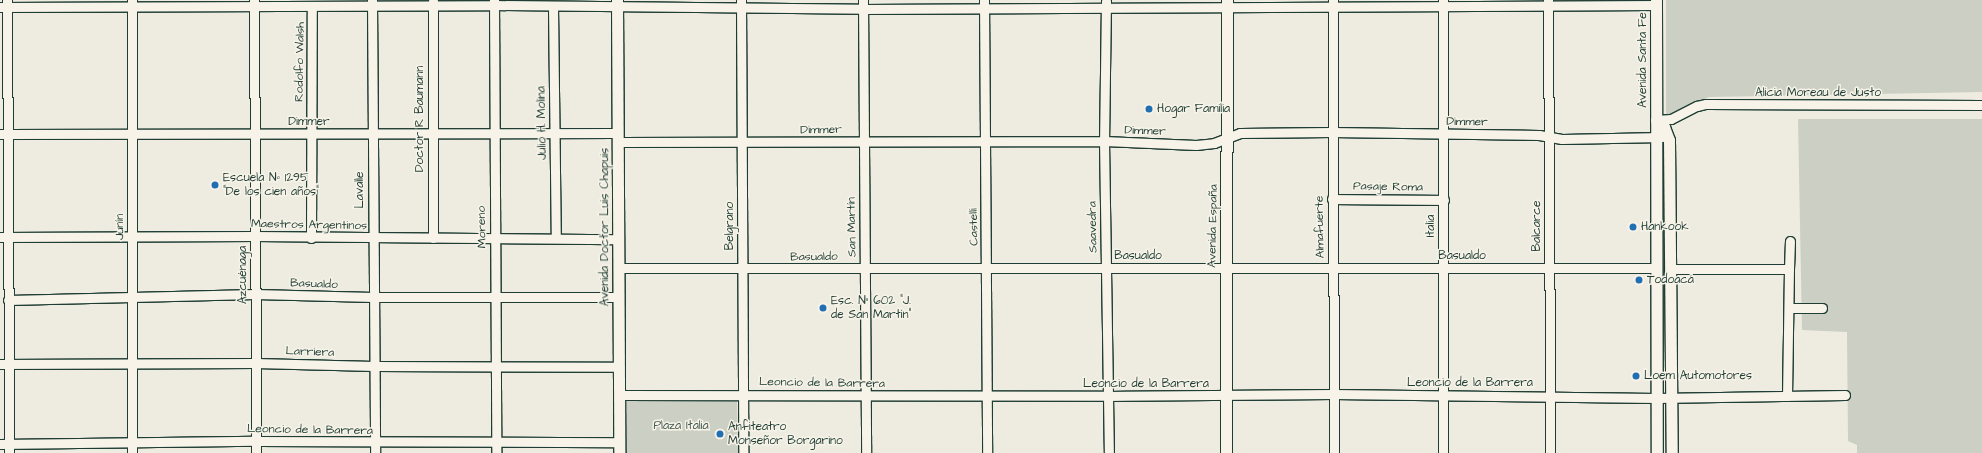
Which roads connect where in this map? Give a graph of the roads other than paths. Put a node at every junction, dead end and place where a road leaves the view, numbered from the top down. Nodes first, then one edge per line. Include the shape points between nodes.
1 (132, 3) edge
2 (191, 3) edge
3 (254, 3) edge
4 (372, 3) edge
5 (432, 3) edge
6 (494, 3) edge
7 (617, 3) edge
8 (984, 3) edge
9 (1106, 3) edge
10 (1227, 3) edge
11 (1443, 3) edge
12 (1548, 3) edge
13 (1656, 3) edge
14 (741, 4) edge
15 (863, 4) edge
16 (1333, 4) edge
17 (5, 5) edge
18 (312, 6) junction
19 (553, 7) junction
20 (1982, 105) edge
21 (1656, 120) junction
22 (1331, 132) junction
23 (1442, 133) junction
24 (4, 134) edge
25 (131, 134) junction
26 (254, 134) junction
27 (311, 134) junction
28 (373, 134) junction
29 (432, 134) junction
30 (493, 134) junction
31 (554, 134) junction
32 (1668, 135) junction
33 (1550, 136) junction
34 (1656, 137) junction
35 (618, 138) junction
36 (1227, 138) junction
37 (1104, 141) junction
38 (863, 142) junction
39 (985, 142) junction
40 (742, 143) junction
41 (1332, 199) junction
42 (1444, 200) junction
43 (255, 236) junction
44 (3, 237) edge
45 (132, 238) junction
46 (311, 238) junction
47 (372, 238) junction
48 (433, 238) junction
49 (494, 238) junction
50 (556, 238) junction
51 (618, 239) junction
52 (1790, 241) dead end
53 (618, 268) junction
54 (865, 268) junction
55 (986, 268) junction
56 (1106, 268) junction
57 (1226, 268) junction
58 (1333, 268) junction
59 (1443, 268) junction
60 (1549, 268) junction
61 (1657, 268) junction
62 (742, 269) junction
63 (1671, 269) junction
64 (1789, 269) junction
65 (255, 294) junction
66 (373, 297) junction
67 (618, 297) junction
68 (133, 298) junction
69 (495, 298) junction
70 (8, 300) junction
71 (1788, 308) junction
72 (1822, 308) dead end
73 (255, 363) junction
74 (4, 364) edge
75 (132, 364) junction
76 (374, 366) junction
77 (619, 367) junction
78 (496, 368) junction
79 (742, 394) junction
80 (1333, 394) junction
81 (619, 395) junction
82 (1226, 395) junction
83 (1443, 395) junction
84 (1550, 395) junction
85 (866, 396) junction
86 (987, 396) junction
87 (1108, 396) junction
88 (1787, 396) junction
89 (1845, 396) dead end
90 (1672, 397) junction
91 (1657, 398) junction
92 (256, 441) junction
93 (496, 442) junction
94 (132, 443) junction
95 (375, 443) junction
96 (6, 447) edge
97 (619, 447) edge
98 (132, 453) edge
99 (256, 453) edge
100 (375, 453) edge
101 (496, 453) edge
102 (743, 453) edge
103 (866, 453) edge
104 (987, 453) edge
105 (1109, 453) edge
106 (1226, 453) edge
107 (1334, 453) edge
108 (1443, 453) edge
109 (1550, 453) edge
110 (1657, 453) edge
111 (1672, 453) edge

1 - 2 street
1 - 17 street
1 - 25 street, Junín
2 - 3 street
3 - 18 street
3 - 26 street, Azcuénaga
4 - 5 street
4 - 18 street
4 - 28 street, Lavalle
5 - 6 street
5 - 29 street, Doctor R Baumann
6 - 19 street
6 - 30 street, Moreno
7 - 14 street
7 - 19 street
7 - 35 main road, Avenida Doctor Luis Chapuis
8 - 9 street
8 - 15 street
8 - 39 street, Castelli
9 - 10 street
9 - 37 street, Saavedra
10 - 16 street
10 - 36 main road, Avenida España
11 - 12 street
11 - 16 street
11 - 23 street, Italia
12 - 13 street
12 - 33 street, Balcarce
13 - 21 main road, Avenida Santa Fe
14 - 15 street
14 - 40 street, Belgrano
15 - 38 street, San Martín
16 - 22 street, Almafuerte
17 - 24 street
18 - 27 street, Rodolfo Walsh
19 - 31 street, Julio H. Molina
20 - 21 street, Alicia Moreau de Justo via 1706,104 1671,119
21 - 32 main road, Avenida Santa Fe via 1662,123
21 - 34 main road, Avenida Santa Fe
22 - 23 street, Dimmer
22 - 36 street, Dimmer via 1240,133
22 - 41 street, Almafuerte
23 - 33 street, Dimmer
23 - 42 street, Italia
24 - 25 street, Dimmer
24 - 44 street
25 - 26 street, Dimmer
25 - 45 street, Junín
26 - 27 street, Dimmer
26 - 43 street, Azcuénaga
27 - 28 street, Dimmer
27 - 46 street, Rodolfo Walsh
28 - 29 street, Dimmer
28 - 47 street, Lavalle
29 - 30 street, Dimmer
29 - 48 street, Doctor R Baumann
30 - 31 street, Dimmer
30 - 49 street, Moreno
31 - 35 street, Dimmer
31 - 50 street, Julio H. Molina
32 - 34 street, Dimmer
32 - 63 main road
33 - 34 street, Dimmer via 1562,139
33 - 60 street, Balcarce
34 - 61 main road, Avenida Santa Fe
35 - 40 street, Dimmer
35 - 51 main road, Avenida Doctor Luis Chapuis
36 - 37 street, Dimmer via 1214,143 1196,145
36 - 57 main road, Avenida España
37 - 39 street, Dimmer
37 - 56 street, Saavedra
38 - 39 street, Dimmer
38 - 40 street, Dimmer
38 - 54 street, San Martín
39 - 55 street, Castelli
40 - 62 street, Belgrano
41 - 42 street, Pasaje Roma
41 - 58 street, Almafuerte
42 - 59 street, Italia
43 - 45 street, Maestros Argentinos
43 - 46 street, Maestros Argentinos
43 - 65 street, Azcuénaga
44 - 45 street, Maestros Argentinos
44 - 70 street
45 - 68 street, Junín
46 - 47 street, Maestros Argentinos
47 - 48 street, Maestros Argentinos
47 - 66 street, Lavalle
48 - 49 street, Maestros Argentinos
49 - 50 street, Maestros Argentinos
49 - 69 street, Moreno
50 - 51 street, Maestros Argentinos
51 - 53 main road, Avenida Doctor Luis Chapuis
52 - 64 street
53 - 62 street, Basualdo
53 - 67 main road, Avenida Doctor Luis Chapuis
54 - 55 street, Basualdo
54 - 62 street, Basualdo
54 - 85 street, San Martín
55 - 56 street, Basualdo
55 - 86 street, Castelli
56 - 57 street, Basualdo
56 - 87 street, Saavedra
57 - 58 street, Basualdo
57 - 82 main road, Avenida España
58 - 59 street, Basualdo
58 - 80 street, Almafuerte
59 - 60 street, Basualdo
59 - 83 street, Italia
60 - 61 street, Basualdo
60 - 84 street, Balcarce
61 - 91 main road, Avenida Santa Fe
62 - 79 street, Belgrano
63 - 64 street
63 - 90 main road
64 - 71 street
65 - 66 street, Basualdo
65 - 68 street, Basualdo
65 - 73 street, Azcuénaga
66 - 69 street, Basualdo
66 - 76 street, Lavalle
67 - 69 street, Basualdo
67 - 77 main road, Avenida Doctor Luis Chapuis
68 - 70 street, Basualdo
68 - 75 street, Junín
69 - 78 street, Moreno
70 - 74 street
71 - 72 street
71 - 88 street
73 - 75 street, Larriera
73 - 76 street, Larriera
73 - 92 street, Azcuénaga
74 - 75 street, Larriera
74 - 96 street
75 - 94 street, Junín
76 - 78 street, Larriera
76 - 95 street, Lavalle
77 - 78 street, Larriera
77 - 81 main road, Avenida Doctor Luis Chapuis
78 - 93 street, Moreno
79 - 81 street, Leoncio de la Barrera
79 - 85 street, Leoncio de la Barrera
79 - 102 street, Belgrano
80 - 82 street, Leoncio de la Barrera
80 - 83 street, Leoncio de la Barrera
80 - 107 street, Almafuerte
81 - 97 main road, Avenida Doctor Luis Chapuis
82 - 87 street, Leoncio de la Barrera
82 - 106 main road, Avenida España
83 - 84 street, Leoncio de la Barrera
83 - 108 street, Italia
84 - 91 street, Leoncio de la Barrera
84 - 109 street, Balcarce
85 - 86 street, Leoncio de la Barrera
85 - 103 street, San Martín
86 - 87 street, Leoncio de la Barrera
86 - 104 street, Castelli
87 - 105 street, Saavedra
88 - 89 street, Leoncio de la Barrera
88 - 90 street, Leoncio de la Barrera
90 - 91 street, Leoncio de la Barrera
90 - 111 main road
91 - 110 main road, Avenida Santa Fe
92 - 94 street, Leoncio de la Barrera
92 - 95 street, Leoncio de la Barrera
92 - 99 street, Azcuénaga
93 - 95 street, Leoncio de la Barrera
93 - 97 street, Leoncio de la Barrera
93 - 101 street, Moreno
94 - 96 street, Leoncio de la Barrera
94 - 98 street, Junín
95 - 100 street, Lavalle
--*--
_What is being asked_: Out of the material above, gather each line where "Doctor" appears.

_Expected answer_:
5 - 29 street, Doctor R Baumann
7 - 35 main road, Avenida Doctor Luis Chapuis
29 - 48 street, Doctor R Baumann
35 - 51 main road, Avenida Doctor Luis Chapuis
51 - 53 main road, Avenida Doctor Luis Chapuis
53 - 67 main road, Avenida Doctor Luis Chapuis
67 - 77 main road, Avenida Doctor Luis Chapuis
77 - 81 main road, Avenida Doctor Luis Chapuis
81 - 97 main road, Avenida Doctor Luis Chapuis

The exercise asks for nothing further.